Dataset records
______________________________

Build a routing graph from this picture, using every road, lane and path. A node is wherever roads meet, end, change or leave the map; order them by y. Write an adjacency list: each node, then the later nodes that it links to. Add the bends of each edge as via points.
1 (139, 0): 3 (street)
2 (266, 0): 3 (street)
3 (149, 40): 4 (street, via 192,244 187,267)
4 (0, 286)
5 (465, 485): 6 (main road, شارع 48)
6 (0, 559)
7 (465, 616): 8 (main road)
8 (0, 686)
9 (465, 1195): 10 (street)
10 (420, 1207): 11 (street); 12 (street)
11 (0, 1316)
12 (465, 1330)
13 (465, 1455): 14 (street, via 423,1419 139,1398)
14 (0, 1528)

______________________________

## Work instruction
Output every record exactly as written, with nothing dropped.

## Response to the task
Build a routing graph from this picture, using every road, lane and path. A node is wherever roads meet, end, change or leave the map; order them by y. Write an adjacency list: each node, then the later nodes that it links to. Add the bends of each edge as via points.
1 (139, 0): 3 (street)
2 (266, 0): 3 (street)
3 (149, 40): 4 (street, via 192,244 187,267)
4 (0, 286)
5 (465, 485): 6 (main road, شارع 48)
6 (0, 559)
7 (465, 616): 8 (main road)
8 (0, 686)
9 (465, 1195): 10 (street)
10 (420, 1207): 11 (street); 12 (street)
11 (0, 1316)
12 (465, 1330)
13 (465, 1455): 14 (street, via 423,1419 139,1398)
14 (0, 1528)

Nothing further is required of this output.